Today I was cleaning out one of my filing cabinets and I came across a stack of papers from our first adoption five years ago.  Of course it sidetracked my cleaning and I sat in my office and read through all the papers.  Most of the information I was aware of from our years of being in the adoption world, but some of it was very new and real to me now as we parent Amos.

One thing I did come across was interesting to me and I'd love to get your feedback on it.  It is a list of positive adoption language.  I admit when we first began this adoption journey I was psycho about adoption language.  I would get so mad if someone called Deacon's first mom “mom” instead of “birth mom” or “first mom”.  Now I could care less.  He knows I'm his mom and he also knows that she is his mom too.  She birthed him and carried him, I'll gladly share the name with her.  We talk about her all the  time and have pictures of her in house.  It doesn't get to me like it used to.  I wrote about that journey a long time ago HERE and HERE.  There is one thing that still bothers me and that's when people refer to Cayden as our own child and the others as the adopted ones.  That urks me.  They are all real and they are all mine.  🙂  I don't get angry with the person, but the conversation usually goes like this after they find out we have adopted:

Stranger:  Do you have any children of your own?

Me:  yes they are all my own.  One through birth and 3 through adoption.

That does it.  They get the point.  I'm not rude, but I'm just clarifying the reality of what they asked.  🙂

Anyhow here is the list on the paper I found of POSITIVE ADOPTION LANGUAGE.   I will list what they listed as the negative adoption language first and beside it the positive adoption language.

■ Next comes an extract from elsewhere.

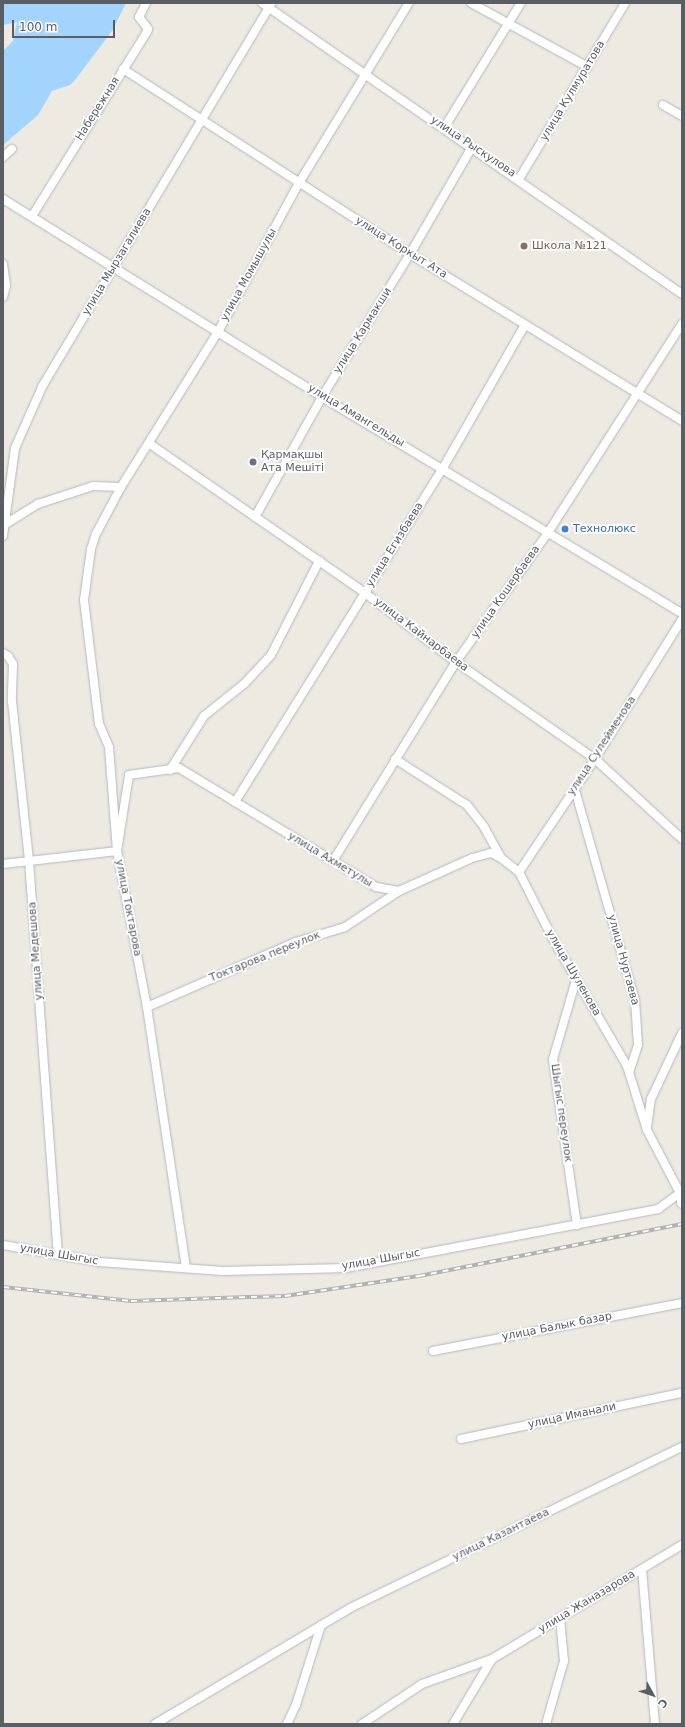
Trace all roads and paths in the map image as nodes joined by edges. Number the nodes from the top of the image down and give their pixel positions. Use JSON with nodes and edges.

Negative Adoption Language — Positive Adoption Language

Real Parent — Birthparent

Natural Parent — Biological Parent

Own Child — Birth Child

Adopted Child; Own child — My child

Illegitimate — Born to unmarried parents

Give up — Terminate parental rights

Give away — Make an adoption plan

Adoptable child; available child — Waiting child

Begettor — Biological father

Reunion — making contact with parent

Foreign adoption — International adoption

adoption triangle — adoption triad

Disclosure — Permission to sign a release

Track down parents — Search

An unwanted child — Child placed for adoption

Child taken away — court termination

Handicapped child — Child with special needs

Foreign child — Child from abroad

Is adopted — was adopted

There you go.  What do you think about these?  Any of them stupid to you?  Any of them valid to you?  There are some that I agree with and some I think are kinda foolish, but I'm not adoption counselor either.  🙂

If you are an adoptive parent or child that was adopted I'd love to hear  your least favorite question you get asked!  This should be fun!